Why am I sharing all of that backstory? Because what was true in the market back in 2006 appears to be nearing again. The end of a cycle is approaching. Like Mark Twain said, history doesn't repeat itself but it often rhymes. 

Remember, nobody can time a cycle perfectly and humans are more biased against loss over gain. The investment community is a little superstitious about the month of October, but there's no particular reason the Boulder real estate market won't continue to stumble along sideways (or slightly up) for the next few months or even several quarters. Housing doesn't react with the speed of the equities market. Sellers are notoriously optimistic, ill informed or ill advised, and prices tend to be sticky on the downside of a cycle. There almost certainly will be opportunities, especially given a seller's propensity to overprice and cause the listing to go stale. 

We can't time the market peak perfectly, but we can adjust our strategy for this phase of the cycle. It starts by being more prudent, more cautious, conducting deeper due diligence, and frankly by being more selective. Accordingly, we will be culling our weekly "fresh listings" of homes worth seeing. Going forward, we won't present as many fresh listings and notable sales. It's time for more focus.   

That said, are you ready to see some houses? There are several interesting new listings that hit the market this week. The fact that sellers are listing at the end of October also suggests a high degree of motivation. Are you ready? Let's go.

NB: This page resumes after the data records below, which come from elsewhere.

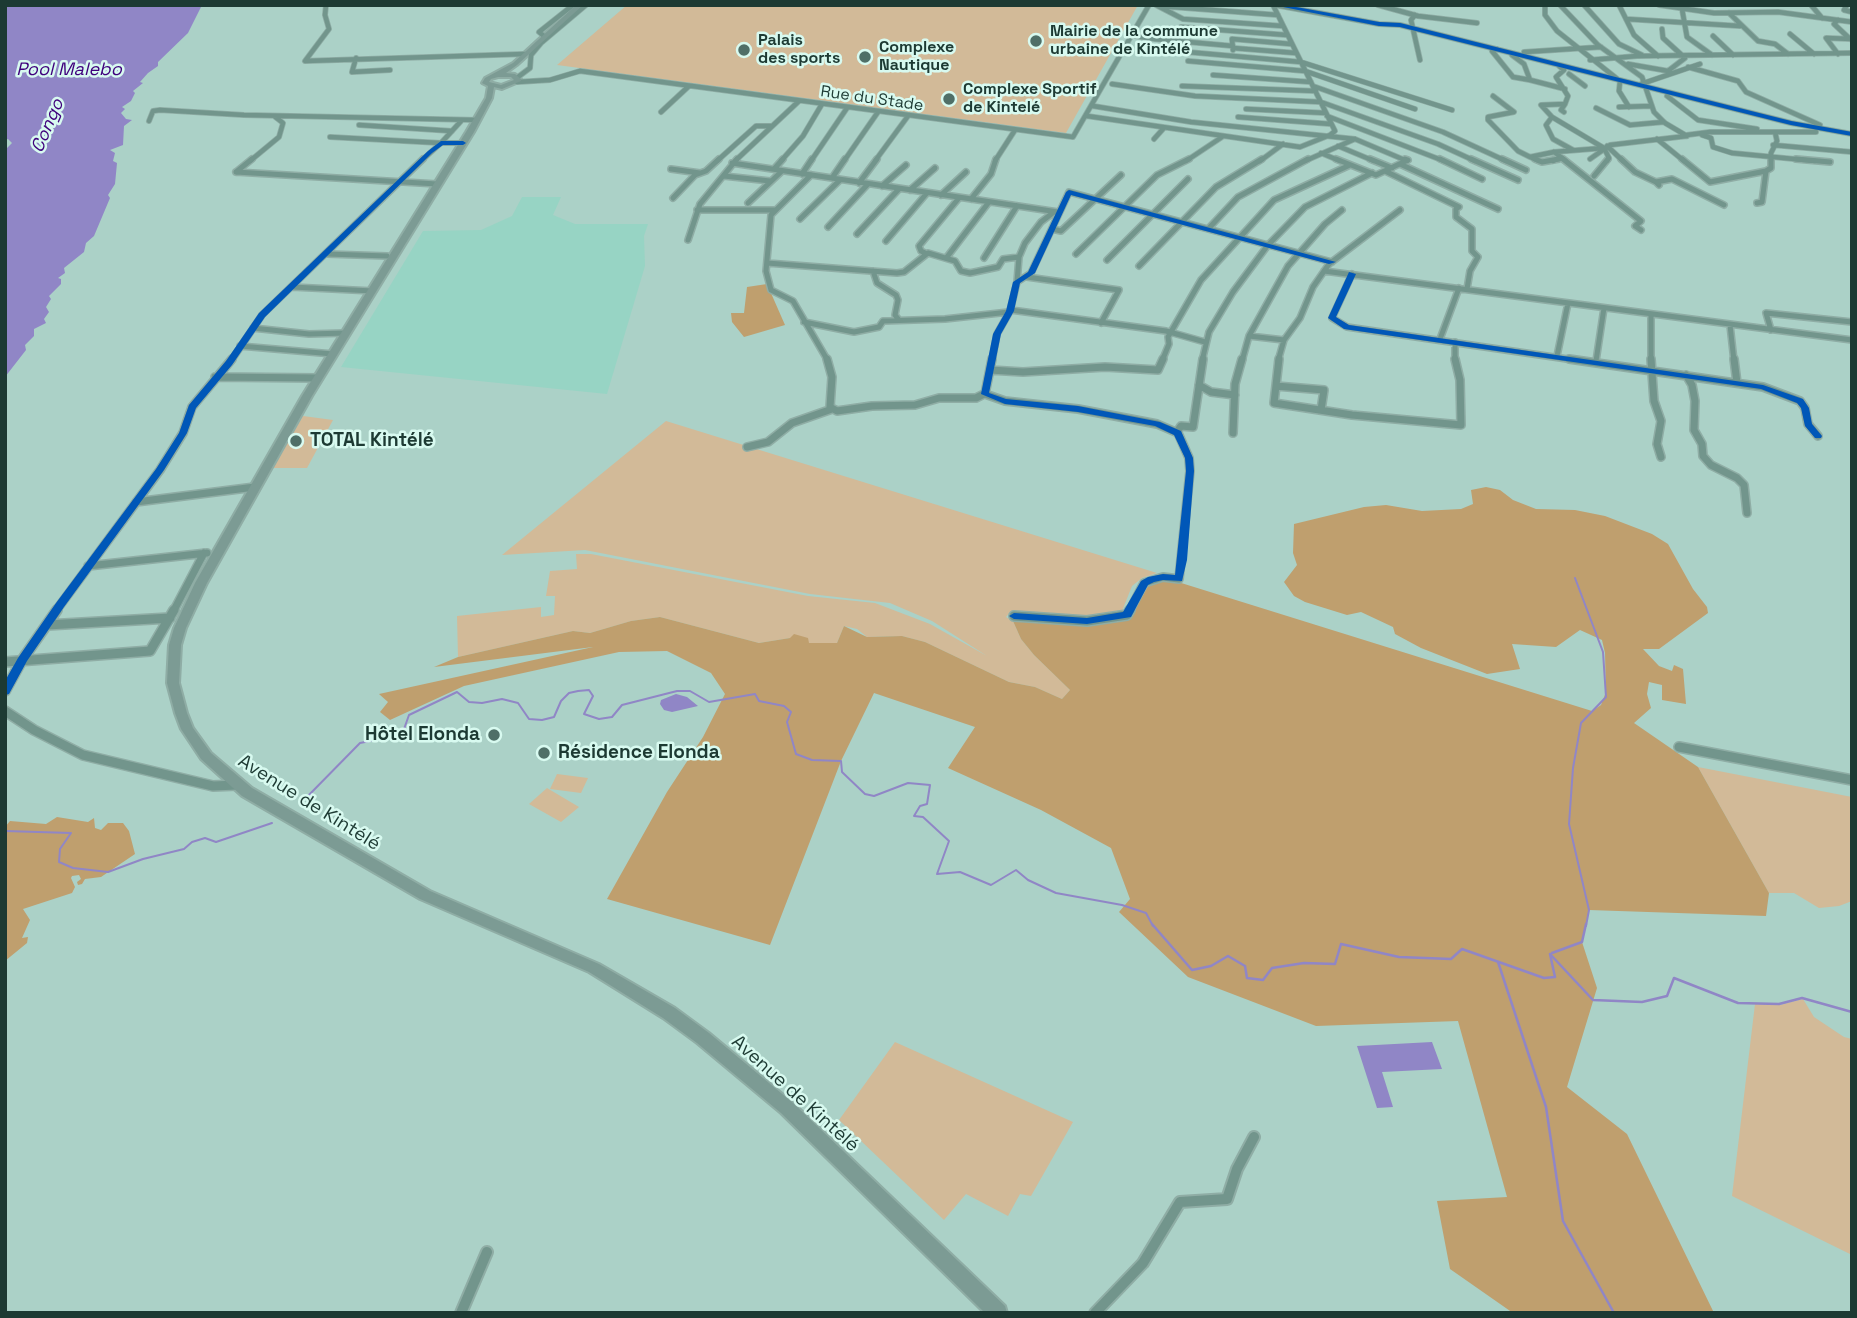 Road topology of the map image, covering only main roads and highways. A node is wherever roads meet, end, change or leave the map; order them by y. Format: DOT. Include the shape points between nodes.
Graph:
graph roads {
  1 [pos="580,5"];
  2 [pos="515,64"];
  3 [pos="498,75"];
  4 [pos="516,78"];
  5 [pos="508,86"];
  6 [pos="490,92"];
  7 [pos="998,1313"];
  1 -- 2 [label="main road, Avenue de Kintélé"];
  2 -- 3 [label="main road, Avenue de Kintélé"];
  2 -- 4 [label="main road"];
  3 -- 4 [label="main road"];
  3 -- 6 [label="main road, Avenue de Kintélé" via="485,80"];
  4 -- 5 [label="main road, Avenue de Kintélé"];
  5 -- 6 [label="main road, Avenue de Kintélé"];
  5 -- 6 [label="main road, Avenue de Kintélé"];
  6 -- 7 [label="main road, Avenue de Kintélé" via="469,120 463,143 318,378 220,550 180,628 174,657 176,700 206,756 237,785 425,895 594,968 669,1013 787,1108"];
}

Remember: Worth seeing does not mean worth buying - especially at the asking price. For a private showing and a discussion of valuation, negotiation strategy, and market conditions, call Osman at 303.746.6896. 

Our goal is to help you make a smarter real estate decision.

Market Conditions

S&P Case-Shiller HPI (click for a larger image)
I know, I promised you fresh listings but before we dive into that, take a look at the chart above. It shows the S&P Case-Shiller Home Price Index for Denver (Red) and the 20 City Composite (Blue). Shaded areas represent recessions. The historic housing bubble is clearly visible. Note Denver's relative lack of participation in the bubble and also how it's now in line with the long term trend for the composite. You may also want to note the length of time since the last recession. It's a record.

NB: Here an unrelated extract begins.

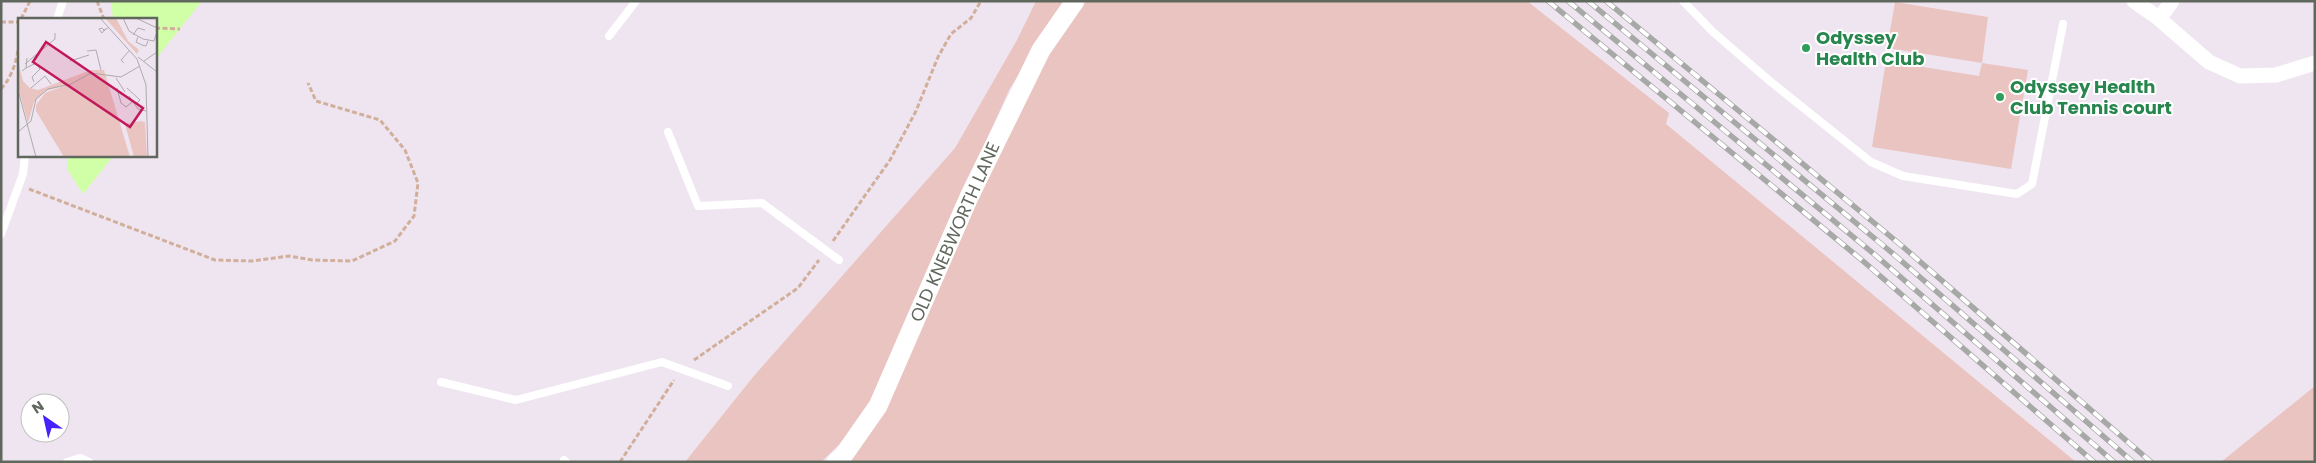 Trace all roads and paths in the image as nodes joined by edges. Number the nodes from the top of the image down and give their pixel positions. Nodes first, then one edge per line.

The HPI is a matched pairs analysis, meaning that the same home is analyzed for gain/loss. It's the gold standard for measuring home price fluctuations at a macro level. 

Here at House Einstein, from our first meeting to our last property showing, we advise real estate buyers and sellers about risks and opportunities. Many are concerned with capital loss, rightfully so. Others are afraid of being priced out of Boulder real estate, forever. That's why no discussion is complete without talking about what happened during the last downturn in our local markets. We have tracked Boulder, Longmont, Louisville, Lafayette, Erie, Broomfield and Superior for more than a decade. We know what happened at the luxury end of the market and at the entry level. The past is not the future, but it is rich with lessons and helps us advise our clients with intelligent strategies for the future.   

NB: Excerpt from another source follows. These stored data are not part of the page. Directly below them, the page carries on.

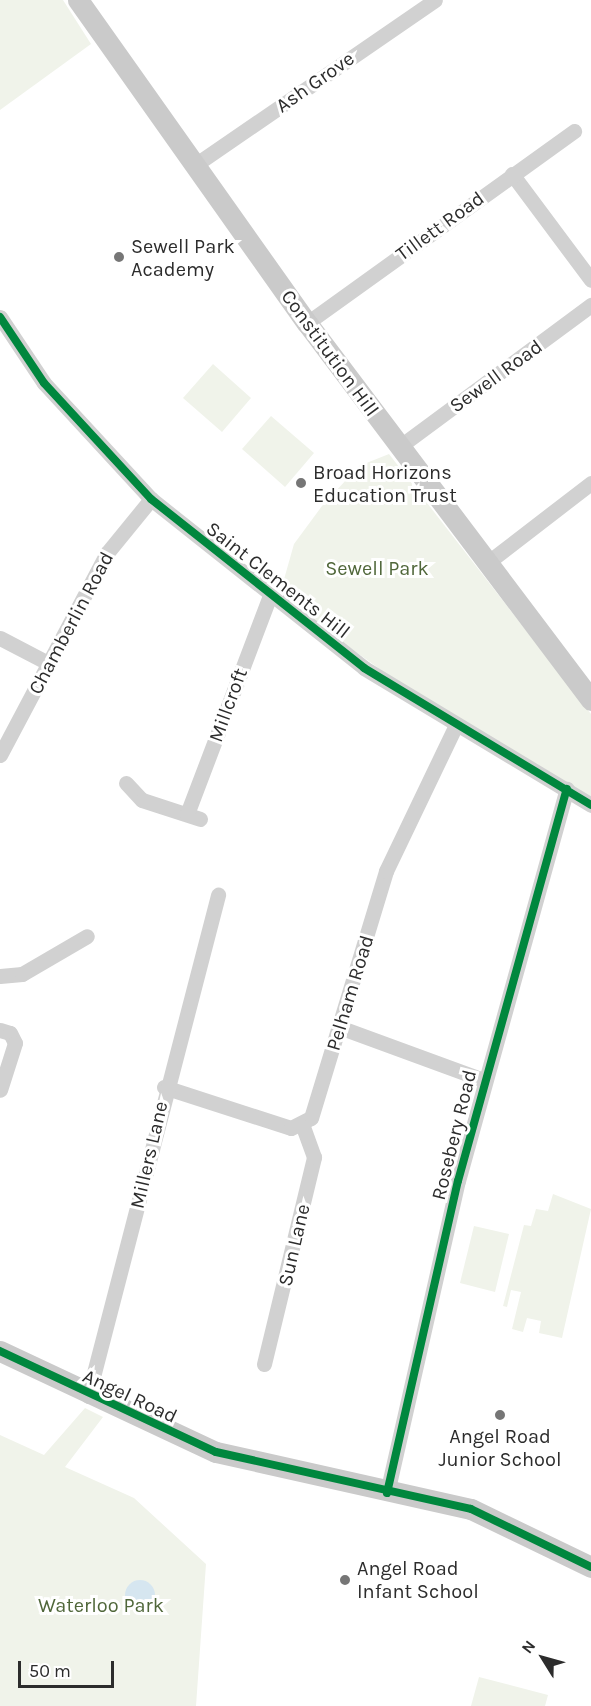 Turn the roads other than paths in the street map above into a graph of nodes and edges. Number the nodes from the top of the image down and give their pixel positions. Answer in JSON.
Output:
{"nodes":[{"id":1,"x":78,"y":0,"type":"edge"},
{"id":2,"x":435,"y":0,"type":"edge"},
{"id":3,"x":574,"y":131,"type":"dead end"},
{"id":4,"x":195,"y":165,"type":"junction"},
{"id":5,"x":512,"y":174,"type":"junction"},
{"id":6,"x":591,"y":280,"type":"edge"},
{"id":7,"x":591,"y":305,"type":"edge"},
{"id":8,"x":0,"y":317,"type":"edge"},
{"id":9,"x":307,"y":323,"type":"junction"},
{"id":10,"x":399,"y":447,"type":"junction"},
{"id":11,"x":591,"y":483,"type":"edge"},
{"id":12,"x":151,"y":499,"type":"junction"},
{"id":13,"x":487,"y":563,"type":"junction"},
{"id":14,"x":270,"y":596,"type":"junction"},
{"id":15,"x":0,"y":638,"type":"edge"},
{"id":16,"x":50,"y":664,"type":"junction"},
{"id":17,"x":591,"y":700,"type":"edge"},
{"id":18,"x":456,"y":725,"type":"junction"},
{"id":19,"x":0,"y":755,"type":"edge"},
{"id":20,"x":126,"y":783,"type":"dead end"},
{"id":21,"x":567,"y":789,"type":"junction"},
{"id":22,"x":591,"y":805,"type":"edge"},
{"id":23,"x":218,"y":895,"type":"dead end"},
{"id":24,"x":87,"y":936,"type":"dead end"},
{"id":25,"x":0,"y":975,"type":"edge"},
{"id":26,"x":339,"y":1026,"type":"junction"},
{"id":27,"x":0,"y":1030,"type":"edge"},
{"id":28,"x":484,"y":1080,"type":"junction"},
{"id":29,"x":164,"y":1087,"type":"junction"},
{"id":30,"x":0,"y":1090,"type":"edge"},
{"id":31,"x":303,"y":1127,"type":"junction"},
{"id":32,"x":0,"y":1351,"type":"edge"},
{"id":33,"x":264,"y":1364,"type":"dead end"},
{"id":34,"x":94,"y":1403,"type":"junction"},
{"id":35,"x":387,"y":1493,"type":"junction"},
{"id":36,"x":591,"y":1567,"type":"edge"}],
"edges":[{"from":1,"to":4,"type":"main road","name":"Constitution Hill"},
{"from":2,"to":4,"type":"street","name":"Ash Grove"},
{"from":3,"to":5,"type":"street","name":"Tillett Road"},
{"from":4,"to":9,"type":"main road","name":"Constitution Hill"},
{"from":5,"to":6,"type":"street"},
{"from":5,"to":9,"type":"street","name":"Tillett Road"},
{"from":7,"to":10,"type":"street","name":"Sewell Road"},
{"from":8,"to":12,"type":"street","name":"Saint Clements Hill"},
{"from":9,"to":10,"type":"main road","name":"Constitution Hill"},
{"from":10,"to":13,"type":"main road","name":"Constitution Hill"},
{"from":11,"to":13,"type":"street"},
{"from":12,"to":14,"type":"street","name":"Saint Clements Hill"},
{"from":12,"to":16,"type":"street","name":"Chamberlin Road"},
{"from":13,"to":17,"type":"main road","name":"Constitution Hill"},
{"from":14,"to":18,"type":"street","name":"Saint Clements Hill"},
{"from":14,"to":20,"type":"street","name":"Millcroft"},
{"from":15,"to":16,"type":"street"},
{"from":16,"to":19,"type":"street","name":"Chamberlin Road"},
{"from":18,"to":21,"type":"street","name":"Saint Clements Hill"},
{"from":18,"to":26,"type":"street","name":"Pelham Road"},
{"from":21,"to":22,"type":"street","name":"Saint Clements Hill"},
{"from":21,"to":28,"type":"street","name":"Rosebery Road"},
{"from":23,"to":29,"type":"street","name":"Millers Lane"},
{"from":24,"to":25,"type":"street"},
{"from":26,"to":28,"type":"street"},
{"from":26,"to":31,"type":"street","name":"Pelham Road"},
{"from":27,"to":30,"type":"street"},
{"from":28,"to":35,"type":"street","name":"Rosebery Road"},
{"from":29,"to":31,"type":"street"},
{"from":29,"to":34,"type":"street","name":"Millers Lane"},
{"from":31,"to":33,"type":"street","name":"Sun Lane"},
{"from":32,"to":34,"type":"main road","name":"Angel Road"},
{"from":34,"to":35,"type":"main road","name":"Angel Road"},
{"from":35,"to":36,"type":"main road","name":"Angel Road"}]}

In short, it's time for more caution and for measured decision making. Whether you're buying or selling, whether your goal is to maximize the sale price of your existing home or limit the potential for capital loss during the coming downturn, it's important to consider where we are in the cycle. There is no substitute for deep market knowledge. If you're thinking about buying or selling (and aren't locked into an agreement with another Realtor), give us a call. We'd love the opportunity to earn your business. 

Sold Listings of Note

1676 Sunset Blvd | $4.8MM | Details
We know this location well, having evaluated 1765 Sunset last year for our buyers. It's a spectacular and rarely available perch, with true A+ views and within strolling distance of downtown Boulder. It's not subject to redevelopment risk, like the properties near the Alpine Balsam and 311 Mapleton projects. It's also nestled among many other high-end homes, which strongly supports the valuation. That said, the highest tier of the market moves slowly (if your agent tells you different, find a better one). That's why it's critical for sellers and buyers to feel confident in the valuation and the longer term marketing approach. This listing was available since May and the seller was correct to wait for the right buyer. It sold for 3.9% below the asking price, within the range of a normal discount.  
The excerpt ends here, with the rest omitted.